Even when TheWrap.com does not copy Deadline.com’s content verbatim, WNI’s misuse of Deadline.com’s exclusive and breaking stories exposes WNI to liability under California’s “Hot News” misappropriation laws.  Like many other jurisdictions, California recognizes the tort of “Hot News” misappropriation.  See Balboa Ins. Co. v. Trans Global Equities, 218 Cal. App. 3d 1327, 1342 (1990); X17 v. Lavandeira, 563 F. Supp. 2d 1102 (C.D. Cal. 2007).  A defendant will be liable under this theory if: (i) the plaintiff generates or collects information at some cost or expense; (ii) the value of the information is highly time-sensitive; (iii) the defendant's use of information constitutes free-riding on the plaintiff's costly efforts to generate or collect it; (iv) the defendant's use of the information is in direct competition with a product or service offered by the plaintiff; (v) the ability of the other party to free-ride on the efforts of the plaintiff would so reduce the incentive to produce the product or service that its existence or quality would be substantially threatened.  National Basketball Ass'n v. Motorola, Inc., 105 F.3d 841, 852 (2d Cir. 1997); Lavandeira, 563 F. Supp. 2d at 1105, 1108-1109; International News Service v. Associated Press, 248 U.S. 215, (1918).  As TheWrap.com’s sources clearly are not as robust as those of Deadline.com, TheWrap.com attempts to compete with Deadline by free-riding off of Deadline.com’s exclusive information and breaking news.  This is underscored by the fact that TheWrap.com frequently posts articles mimicking Deadline.com’s exclusive content shortly after dealine.com breaks such news.   

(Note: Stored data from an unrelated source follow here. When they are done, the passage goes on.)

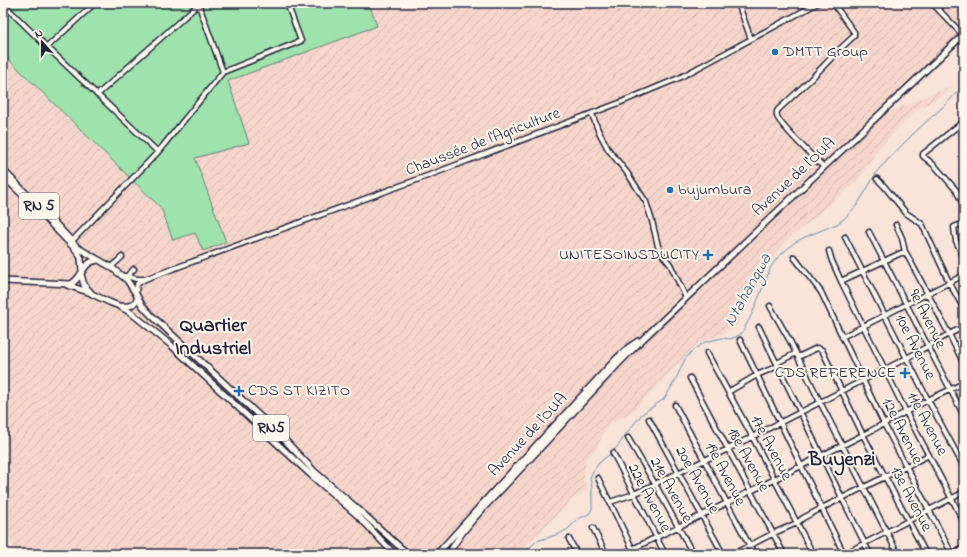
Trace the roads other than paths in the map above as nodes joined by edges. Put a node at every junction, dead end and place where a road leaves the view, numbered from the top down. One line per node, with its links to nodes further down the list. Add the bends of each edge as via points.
1 (95, 3): 11 (street)
2 (199, 3): 12 (street); 13 (street)
3 (287, 3): 12 (street, via 301,41)
4 (738, 3): 10 (street)
5 (818, 3): 10 (street, Chaussée de l'Agriculture)
6 (833, 3): 17 (street, via 854,32 854,36 776,114)
7 (932, 3): 9 (street)
8 (3, 4): 11 (street)
9 (963, 35): 17 (main road, Avenue de l'OUA)
10 (751, 39): 14 (street, Chaussée de l'Agriculture, via 679,78)
11 (47, 47): 13 (street)
12 (223, 72): 16 (street)
13 (97, 95): 16 (street)
14 (592, 114): 40 (street, Chaussée de l'Agriculture); 48 (street, via 608,149 646,202 658,246)
15 (964, 121): 21 (street, via 923,156 956,190)
16 (158, 152): 26 (street)
17 (824, 167): 48 (main road, Avenue de l'OUA)
18 (3, 170): 26 (main road, RN 5)
19 (3, 176): 26 (main road, RN 5)
20 (877, 178): 43 (street, via 906,213 922,224)
21 (964, 206)
22 (964, 223): 31 (street, via 954,227 956,241)
23 (896, 225): 28 (street)
24 (868, 232): 33 (street, 9e Avenue)
25 (845, 237): 36 (street, 10e Avenue)
26 (72, 243): 32 (main road, RN5); 37 (main road, via 82,262)
27 (829, 251): 42 (street, 11e Avenue)
28 (906, 253): 33 (street); 45 (street)
29 (122, 257): 34 (street)
30 (794, 257): 59 (street, 12e Avenue, via 821,292)
31 (964, 258)
32 (99, 260): 34 (main road, RN5); 37 (main road, via 86,265)
33 (884, 261): 36 (street); 49 (street, 9e Avenue)
34 (111, 267): 39 (main road, RN5)
35 (134, 269): 39 (street)
36 (862, 271): 42 (street); 53 (street, 10e Avenue)
37 (82, 272): 44 (main road, via 71,284); 46 (main road, via 84,285)
38 (964, 275): 43 (street)
39 (124, 276): 40 (street, Chaussée de l'Agriculture); 47 (main road, RN5)
40 (145, 279): 47 (street, via 136,287)
41 (3, 281): 44 (main road)
42 (842, 282): 55 (street, 11e Avenue)
43 (949, 282): 45 (street); 52 (street)
44 (62, 284): 46 (main road)
45 (928, 293): 49 (street); 58 (street)
46 (92, 294): 50 (main road, RN5)
47 (137, 296): 50 (main road, via 136,302 130,306); 73 (main road, RN5, via 151,315)
48 (686, 298): 65 (main road, Avenue de l'OUA, via 642,339 629,347)
49 (906, 304): 53 (street); 61 (street, 9e Avenue)
50 (119, 306): 76 (main road, RN5, via 170,344)
51 (770, 306): 63 (street)
52 (964, 308)
53 (885, 314): 55 (street); 64 (street, 10e Avenue)
54 (782, 321): 63 (street)
55 (864, 326): 59 (street); 68 (street, 11e Avenue)
56 (759, 327): 67 (street)
57 (964, 327): 58 (street)
58 (950, 334): 61 (street); 66 (street)
59 (842, 337): 71 (street, 12e Avenue)
60 (740, 340): 69 (street)
61 (928, 347): 64 (street); 74 (street, 9e Avenue)
62 (707, 353): 77 (street, 17e Avenue)
63 (798, 355): 67 (street, 13e Avenue); 75 (street, 13e Avenue, via 817,348 822,350); 79 (street)
64 (907, 358): 68 (street); 78 (street, 10e Avenue)
65 (619, 360): 129 (main road, Avenue de l'OUA); 133 (main road, Avenue de l'OUA, via 461,534)
66 (964, 364)
67 (778, 365): 69 (street, 13e Avenue); 81 (street)
68 (885, 369): 71 (street); 82 (street, 11e Avenue)
69 (757, 376): 77 (street, 13e Avenue); 85 (street)
70 (690, 378): 91 (street, 18e Avenue)
71 (863, 380): 75 (street); 86 (street, 12e Avenue)
72 (964, 383): 74 (street)
73 (228, 387): 76 (main road); 114 (main road, RN5)
74 (950, 390): 78 (street); 83 (street, 9e Avenue)
75 (842, 391): 79 (street); 87 (street, 13e Avenue)
76 (222, 392): 114 (main road, RN5, via 311,475)
77 (728, 392): 88 (street, 17e Avenue)
78 (928, 400): 82 (street); 98 (street, 10e Avenue)
79 (820, 402): 81 (street); 90 (street)
80 (675, 405): 95 (street, 19e Avenue)
81 (800, 412): 85 (street); 94 (street)
82 (906, 412): 86 (street); 93 (street, 11e Avenue)
83 (964, 416)
84 (649, 418): 99 (street, 20e Avenue)
85 (780, 422): 88 (street); 96 (street)
86 (884, 424): 87 (street); 97 (street, 12e Avenue)
87 (863, 435): 90 (street); 100 (street, 13e Avenue)
88 (752, 436): 91 (street); 102 (street, 17e Avenue)
89 (628, 438): 103 (street, 21e Avenue)
90 (842, 446): 94 (street); 104 (street)
91 (728, 449): 95 (street); 105 (street, 18e Avenue)
92 (613, 453): 107 (street, 22e Avenue)
93 (929, 455): 97 (street); 109 (street, 11e Avenue)
94 (821, 456): 96 (street); 108 (street)
95 (704, 460): 99 (street); 111 (street, 19e Avenue)
96 (801, 466): 102 (street); 112 (street)
97 (906, 467): 100 (street); 113 (street, 12e Avenue)
98 (964, 467)
99 (678, 472): 103 (street); 115 (street, 20e Avenue)
100 (886, 477): 104 (street); 116 (street, 13e Avenue)
101 (598, 478): 110 (street)
102 (774, 480): 105 (street); 118 (street, 17e Avenue)
103 (655, 484): 107 (street); 119 (street, 21e Avenue)
104 (863, 487): 108 (street); 121 (street)
105 (751, 491): 111 (street); 122 (street, 18e Avenue)
106 (964, 492): 109 (street)
107 (634, 494): 110 (street); 123 (street, 22e Avenue)
108 (842, 498): 112 (street); 125 (street)
109 (952, 498): 113 (street); 117 (street, 11e Avenue)
110 (610, 502): 128 (street)
111 (727, 503): 115 (street); 126 (street, 19e Avenue)
112 (822, 508): 118 (street); 145 (street)
113 (930, 510): 116 (street); 149 (street, 12e Avenue)
114 (357, 512): 130 (main road, RN5); 131 (main road, RN5)
115 (702, 515): 119 (street); 140 (street, 20e Avenue)
116 (908, 520): 121 (street); 148 (street, 13e Avenue)
117 (964, 522)
118 (797, 523): 122 (street); 144 (street, 17e Avenue)
119 (678, 527): 123 (street); 139 (street, 21e Avenue)
120 (593, 528): 135 (street)
121 (887, 532): 125 (street); 147 (street)
122 (774, 534): 126 (street); 143 (street, 18e Avenue)
123 (656, 537): 128 (street); 138 (street, 22e Avenue)
124 (570, 539): 134 (street)
125 (865, 544): 145 (street); 146 (street)
126 (750, 546): 141 (street); 142 (street, 19e Avenue)
127 (964, 548): 149 (street)
128 (632, 549): 136 (street); 137 (street)
129 (438, 552): 132 (main road)
130 (394, 554)
131 (409, 554)
132 (432, 554)
133 (449, 554)
134 (577, 554)
135 (606, 554)
136 (622, 554)
137 (635, 554)
138 (665, 554)
139 (693, 554)
140 (723, 554)
141 (734, 554)
142 (754, 554)
143 (784, 554)
144 (813, 554)
145 (844, 554)
146 (870, 554)
147 (898, 554)
148 (926, 554)
149 (952, 554)

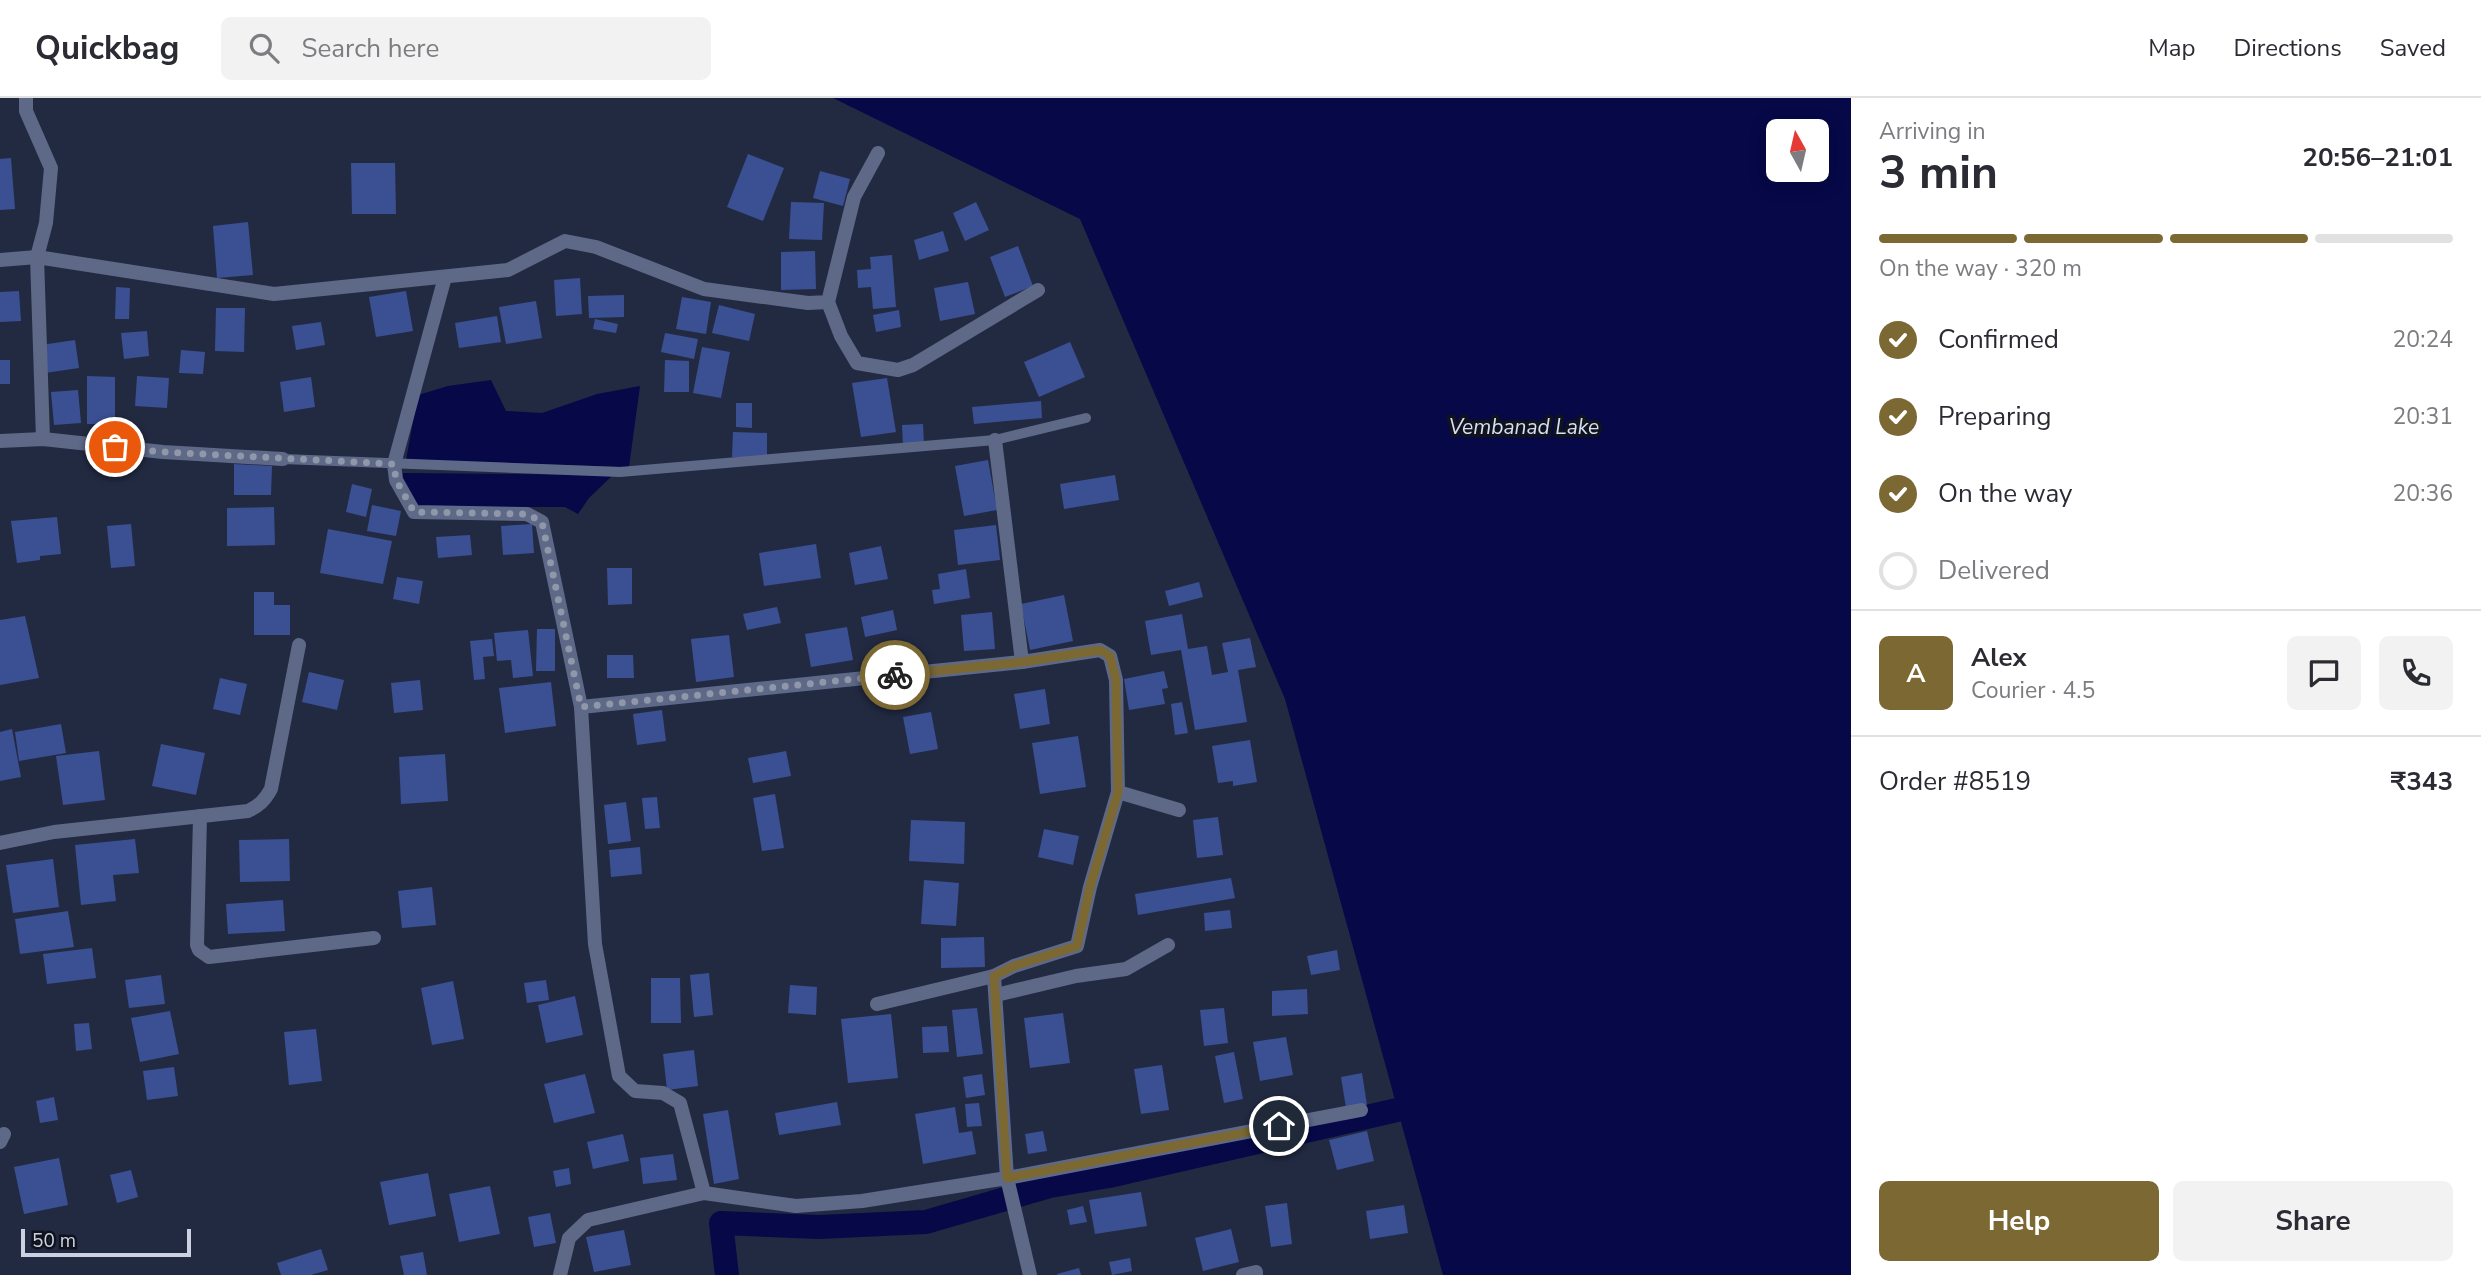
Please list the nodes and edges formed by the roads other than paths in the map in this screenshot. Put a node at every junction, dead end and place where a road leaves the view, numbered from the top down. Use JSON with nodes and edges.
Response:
{"nodes":[{"id":1,"x":26,"y":98,"type":"edge"},
{"id":2,"x":878,"y":153,"type":"dead end"},
{"id":3,"x":37,"y":257,"type":"junction"},
{"id":4,"x":0,"y":260,"type":"edge"},
{"id":5,"x":445,"y":277,"type":"junction"},
{"id":6,"x":1038,"y":290,"type":"dead end"},
{"id":7,"x":828,"y":302,"type":"junction"},
{"id":8,"x":1086,"y":418,"type":"dead end"},
{"id":9,"x":43,"y":439,"type":"junction"},
{"id":10,"x":0,"y":440,"type":"edge"},
{"id":11,"x":995,"y":440,"type":"junction"},
{"id":12,"x":283,"y":459,"type":"joint"},
{"id":13,"x":394,"y":464,"type":"junction"},
{"id":14,"x":299,"y":645,"type":"dead end"},
{"id":15,"x":1022,"y":662,"type":"junction"},
{"id":16,"x":581,"y":707,"type":"junction"},
{"id":17,"x":1118,"y":792,"type":"junction"},
{"id":18,"x":1180,"y":810,"type":"dead end"},
{"id":19,"x":200,"y":817,"type":"junction"},
{"id":20,"x":0,"y":843,"type":"edge"},
{"id":21,"x":374,"y":938,"type":"dead end"},
{"id":22,"x":1168,"y":945,"type":"dead end"},
{"id":23,"x":994,"y":976,"type":"junction"},
{"id":24,"x":996,"y":995,"type":"junction"},
{"id":25,"x":877,"y":1004,"type":"dead end"},
{"id":26,"x":1361,"y":1110,"type":"dead end"},
{"id":27,"x":1008,"y":1182,"type":"junction"},
{"id":28,"x":704,"y":1193,"type":"junction"},
{"id":29,"x":561,"y":1275,"type":"edge"},
{"id":30,"x":1030,"y":1275,"type":"edge"},
{"id":31,"x":1243,"y":1275,"type":"edge"},
{"id":32,"x":1256,"y":1275,"type":"edge"}],
"edges":[{"from":1,"to":3,"type":"street"},
{"from":2,"to":7,"type":"street"},
{"from":3,"to":4,"type":"street"},
{"from":3,"to":5,"type":"street"},
{"from":3,"to":9,"type":"street"},
{"from":5,"to":7,"type":"street"},
{"from":5,"to":13,"type":"street"},
{"from":6,"to":7,"type":"street"},
{"from":8,"to":11,"type":"lane"},
{"from":9,"to":10,"type":"street"},
{"from":9,"to":12,"type":"street"},
{"from":11,"to":13,"type":"lane"},
{"from":11,"to":15,"type":"street"},
{"from":12,"to":13,"type":"lane"},
{"from":13,"to":16,"type":"street"},
{"from":14,"to":19,"type":"street"},
{"from":15,"to":16,"type":"street"},
{"from":15,"to":17,"type":"street"},
{"from":16,"to":28,"type":"street"},
{"from":17,"to":18,"type":"street"},
{"from":17,"to":23,"type":"street"},
{"from":19,"to":20,"type":"street"},
{"from":19,"to":21,"type":"street"},
{"from":22,"to":24,"type":"street"},
{"from":23,"to":24,"type":"street"},
{"from":23,"to":25,"type":"street"},
{"from":24,"to":27,"type":"street"},
{"from":26,"to":27,"type":"street"},
{"from":27,"to":28,"type":"street"},
{"from":27,"to":30,"type":"street"},
{"from":28,"to":29,"type":"street"},
{"from":31,"to":32,"type":"street"}]}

The obvious problem with TheWrap.com’s institutionalized content theft is highlighted by Sharon Waxman’s sentiments towards such practices.  Last year, Ms. Waxman voiced her frustration towards the alleged theft of TheWrap.com’s content: “Newser’s conduct violates The Wrap’s rights because: (1) The Wrap generates and gathers time-sensitive information at a cost, including, without limitation, original stories ferreted out and reported by The Wrap’s full-time employees and paid contributors; (2) Newser free-rides on The Wrap’s sweat of the brow by publishing summaries of these stories without affording The Wrap appropriate credit and a prominent link; and (3) Newser is in direct competition with The Wrap. Thus, Newser’s conduct, in addition to amounting to garden variety plagiarism, constitutes unfair competition and violates certain deceptive trade practices statutes.”  MMC agrees with Ms. Waxman.  Something must be done about these practices.   

MMC demands that WNI and TheWrap.com immediately cease the continued publication, use and distribution of the copied and misappropriated content from Deadline.com, and that WNI and TheWrap.com desist from this or any other infringement of MMC’s rights in the future. Unfortunately, it does not appear that WNI has executed policy and procedure necessary to curtail infringement.  In fact, WNI’s lack of oversight of TheWrap.com’s staff and contributors seems only promote continued infringement.  While we recognize that WNI is faced with the challenge of constant staff turnover, we strongly recommend that WNI take this problem seriously, investigate TheWrap.com’s journalistic practices, and establish guidelines, checks and balances that will hopefully prevent, not encourage, future infringement.  If increased oversight is not successful, a more aggressive strategy may become necessary.  We sincerely hope that WNI is capable of regulating TheWrap.com’s use of content so as to avoid MMC’s need to take more formal remedial steps.   

This letter is not intended to set forth MMC’s entire position regarding this matter.  The foregoing, therefore, does not constitute an election or waiver of rights.  MMC reserves all of its rights and remedies against WNI.